TASK TO CARRY OUT
Gather each line of the entries below that includes "wherever".

══ RECORDS FOR THE TASK

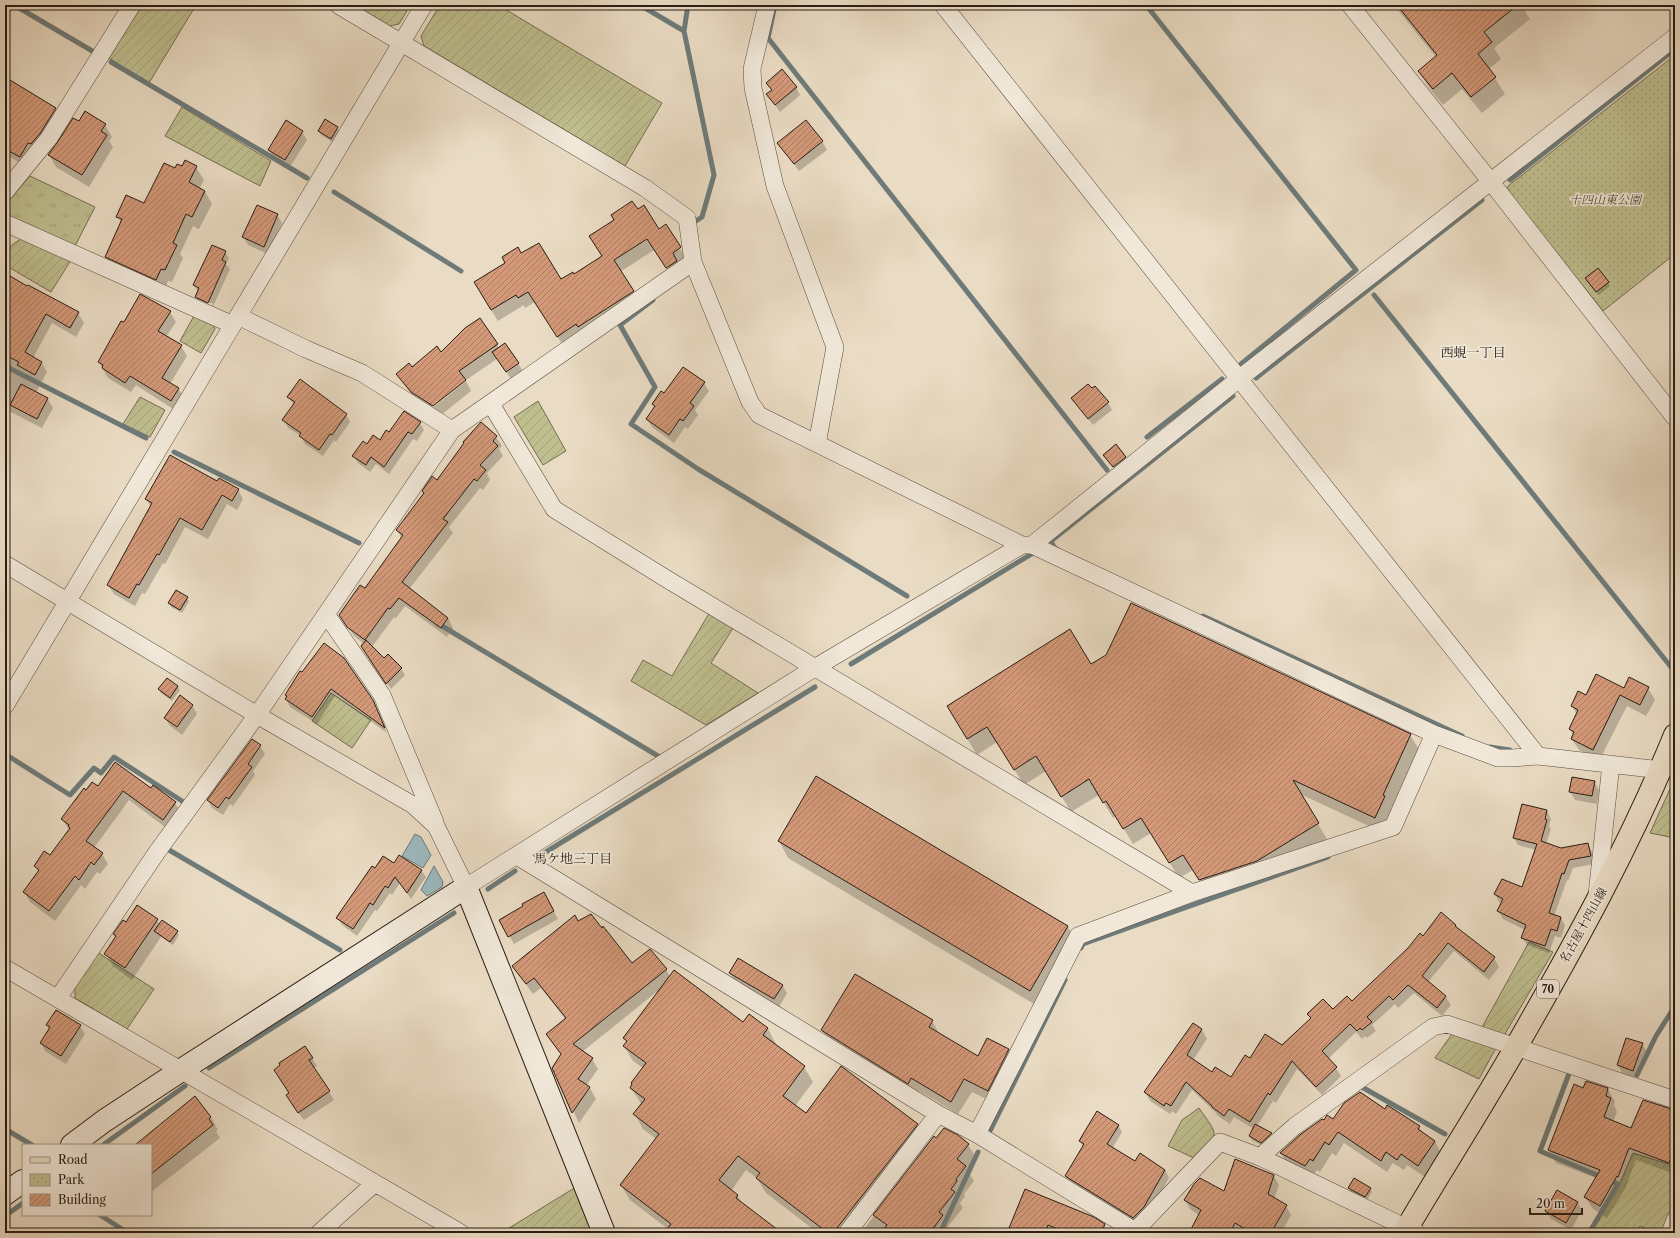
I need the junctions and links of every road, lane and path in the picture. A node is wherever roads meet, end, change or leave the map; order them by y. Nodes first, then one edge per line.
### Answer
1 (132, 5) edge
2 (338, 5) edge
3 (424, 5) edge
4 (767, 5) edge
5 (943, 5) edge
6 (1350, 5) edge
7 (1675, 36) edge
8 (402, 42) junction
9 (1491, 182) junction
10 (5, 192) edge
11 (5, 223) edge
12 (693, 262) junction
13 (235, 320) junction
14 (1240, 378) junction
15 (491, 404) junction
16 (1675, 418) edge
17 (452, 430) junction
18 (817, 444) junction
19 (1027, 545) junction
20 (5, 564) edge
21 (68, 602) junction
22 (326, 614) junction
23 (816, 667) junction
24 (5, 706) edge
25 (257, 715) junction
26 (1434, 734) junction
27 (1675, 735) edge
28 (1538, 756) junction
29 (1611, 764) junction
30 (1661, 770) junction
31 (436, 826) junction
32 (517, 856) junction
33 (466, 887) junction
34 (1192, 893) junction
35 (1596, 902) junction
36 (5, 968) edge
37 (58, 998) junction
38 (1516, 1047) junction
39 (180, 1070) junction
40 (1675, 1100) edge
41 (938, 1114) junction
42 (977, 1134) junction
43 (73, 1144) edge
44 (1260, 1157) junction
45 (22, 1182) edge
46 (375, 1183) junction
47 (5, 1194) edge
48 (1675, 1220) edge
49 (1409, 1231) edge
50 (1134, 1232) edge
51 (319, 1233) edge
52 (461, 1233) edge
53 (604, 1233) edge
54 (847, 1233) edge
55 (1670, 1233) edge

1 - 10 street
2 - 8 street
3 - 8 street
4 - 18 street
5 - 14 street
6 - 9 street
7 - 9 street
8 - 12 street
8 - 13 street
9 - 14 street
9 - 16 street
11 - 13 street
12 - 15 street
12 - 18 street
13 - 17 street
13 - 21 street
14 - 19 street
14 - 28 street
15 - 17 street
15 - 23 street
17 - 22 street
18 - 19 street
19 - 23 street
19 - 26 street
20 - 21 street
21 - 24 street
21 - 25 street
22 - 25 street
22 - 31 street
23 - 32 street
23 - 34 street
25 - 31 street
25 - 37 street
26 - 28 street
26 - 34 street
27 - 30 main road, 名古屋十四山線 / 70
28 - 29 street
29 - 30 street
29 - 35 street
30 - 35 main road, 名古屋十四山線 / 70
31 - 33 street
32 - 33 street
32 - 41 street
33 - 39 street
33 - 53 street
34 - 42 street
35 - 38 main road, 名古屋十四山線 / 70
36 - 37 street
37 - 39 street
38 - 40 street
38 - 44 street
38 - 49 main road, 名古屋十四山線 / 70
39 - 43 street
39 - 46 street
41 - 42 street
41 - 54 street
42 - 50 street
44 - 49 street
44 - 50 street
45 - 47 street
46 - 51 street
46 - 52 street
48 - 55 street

════
══ RECORDS FOR THE TASK

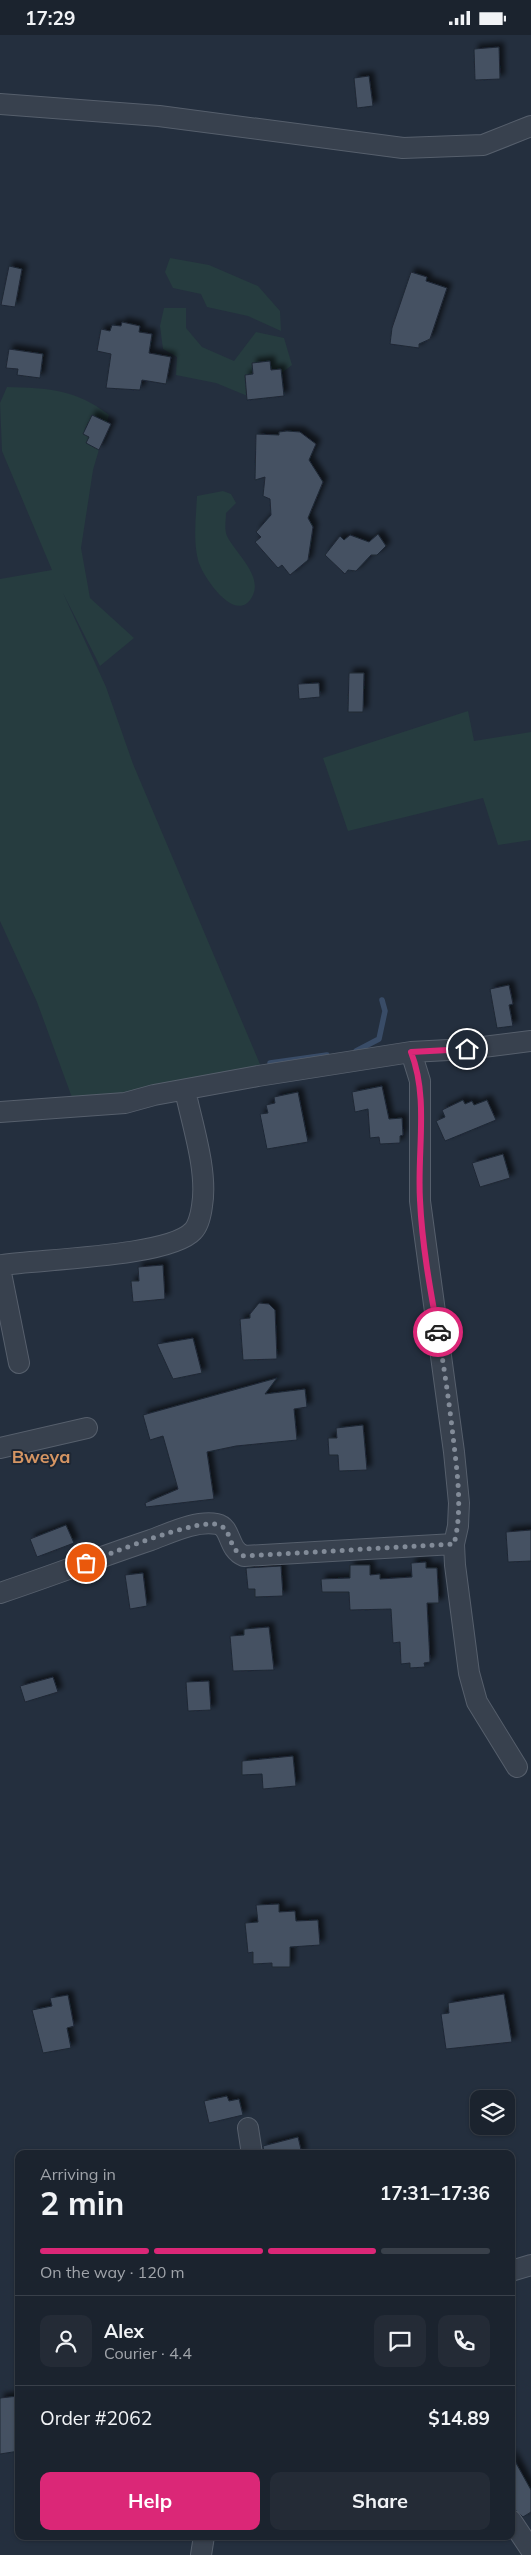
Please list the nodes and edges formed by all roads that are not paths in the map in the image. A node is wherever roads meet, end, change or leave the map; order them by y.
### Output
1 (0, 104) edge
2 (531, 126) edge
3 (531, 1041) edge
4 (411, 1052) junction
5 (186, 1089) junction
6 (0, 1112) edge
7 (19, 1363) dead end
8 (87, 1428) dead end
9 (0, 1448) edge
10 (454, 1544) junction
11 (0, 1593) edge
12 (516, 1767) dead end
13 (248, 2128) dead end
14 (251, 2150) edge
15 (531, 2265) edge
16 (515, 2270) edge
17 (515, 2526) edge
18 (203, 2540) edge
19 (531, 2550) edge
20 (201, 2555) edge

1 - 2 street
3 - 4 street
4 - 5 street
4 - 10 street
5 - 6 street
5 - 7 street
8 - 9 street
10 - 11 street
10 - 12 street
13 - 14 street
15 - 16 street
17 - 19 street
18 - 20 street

════

THE COMPLETED TASK
I need the junctions and links of every road, lane and path in the picture. A node is wherever roads meet, end, change or leave the map; order them by y. Nodes first, then one edge per line.
Please list the nodes and edges formed by all roads that are not paths in the map in the image. A node is wherever roads meet, end, change or leave the map; order them by y.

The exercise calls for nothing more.